▶ What is expected: Gather all lines from the material that contain "lane".

◆ ◆ ◆ ◆ ◆

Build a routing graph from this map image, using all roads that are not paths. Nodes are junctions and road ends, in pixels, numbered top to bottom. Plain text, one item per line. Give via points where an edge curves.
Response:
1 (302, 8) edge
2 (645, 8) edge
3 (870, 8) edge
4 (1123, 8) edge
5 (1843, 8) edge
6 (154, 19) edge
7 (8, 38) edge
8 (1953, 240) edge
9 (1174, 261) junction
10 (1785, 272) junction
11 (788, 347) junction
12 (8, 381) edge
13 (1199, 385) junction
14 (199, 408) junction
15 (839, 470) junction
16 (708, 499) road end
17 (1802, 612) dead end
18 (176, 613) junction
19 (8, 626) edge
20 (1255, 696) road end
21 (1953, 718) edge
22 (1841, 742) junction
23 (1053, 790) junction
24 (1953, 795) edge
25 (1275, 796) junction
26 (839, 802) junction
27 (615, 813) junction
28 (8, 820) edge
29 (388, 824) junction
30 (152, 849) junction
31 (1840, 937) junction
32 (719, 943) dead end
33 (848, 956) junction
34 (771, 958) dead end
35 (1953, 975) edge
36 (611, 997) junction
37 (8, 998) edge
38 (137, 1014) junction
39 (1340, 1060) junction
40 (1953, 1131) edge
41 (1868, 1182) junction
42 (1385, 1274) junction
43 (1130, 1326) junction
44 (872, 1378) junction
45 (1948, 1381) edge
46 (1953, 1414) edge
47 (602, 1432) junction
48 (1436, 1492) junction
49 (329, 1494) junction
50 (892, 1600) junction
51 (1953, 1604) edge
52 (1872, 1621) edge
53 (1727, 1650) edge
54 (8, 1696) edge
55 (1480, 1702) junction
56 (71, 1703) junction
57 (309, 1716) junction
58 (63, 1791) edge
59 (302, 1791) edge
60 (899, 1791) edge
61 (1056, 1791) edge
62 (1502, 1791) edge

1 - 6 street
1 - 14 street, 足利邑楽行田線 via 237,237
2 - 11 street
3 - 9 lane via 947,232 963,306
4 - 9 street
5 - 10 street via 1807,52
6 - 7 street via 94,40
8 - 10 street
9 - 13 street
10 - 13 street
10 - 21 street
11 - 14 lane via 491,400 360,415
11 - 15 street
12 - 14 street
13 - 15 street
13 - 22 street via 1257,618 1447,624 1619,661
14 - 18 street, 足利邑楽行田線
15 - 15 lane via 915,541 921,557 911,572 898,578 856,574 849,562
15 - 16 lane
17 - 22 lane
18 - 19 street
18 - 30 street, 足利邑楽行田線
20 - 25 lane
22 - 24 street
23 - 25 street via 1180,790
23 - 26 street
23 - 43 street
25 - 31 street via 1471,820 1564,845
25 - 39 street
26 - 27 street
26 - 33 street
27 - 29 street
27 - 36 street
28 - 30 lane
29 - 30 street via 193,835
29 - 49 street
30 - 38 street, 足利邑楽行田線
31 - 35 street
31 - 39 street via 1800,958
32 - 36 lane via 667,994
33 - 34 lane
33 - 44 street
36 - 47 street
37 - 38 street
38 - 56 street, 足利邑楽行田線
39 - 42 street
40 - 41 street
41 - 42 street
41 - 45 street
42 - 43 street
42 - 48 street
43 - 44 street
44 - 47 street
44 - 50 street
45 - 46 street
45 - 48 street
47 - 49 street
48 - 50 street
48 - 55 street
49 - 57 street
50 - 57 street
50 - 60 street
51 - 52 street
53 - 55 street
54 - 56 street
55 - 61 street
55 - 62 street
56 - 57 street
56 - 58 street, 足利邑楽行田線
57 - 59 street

◆ ◆ ◆ ◆ ◆

▶ Result:
3 - 9 lane via 947,232 963,306
11 - 14 lane via 491,400 360,415
15 - 15 lane via 915,541 921,557 911,572 898,578 856,574 849,562
15 - 16 lane
17 - 22 lane
20 - 25 lane
28 - 30 lane
32 - 36 lane via 667,994
33 - 34 lane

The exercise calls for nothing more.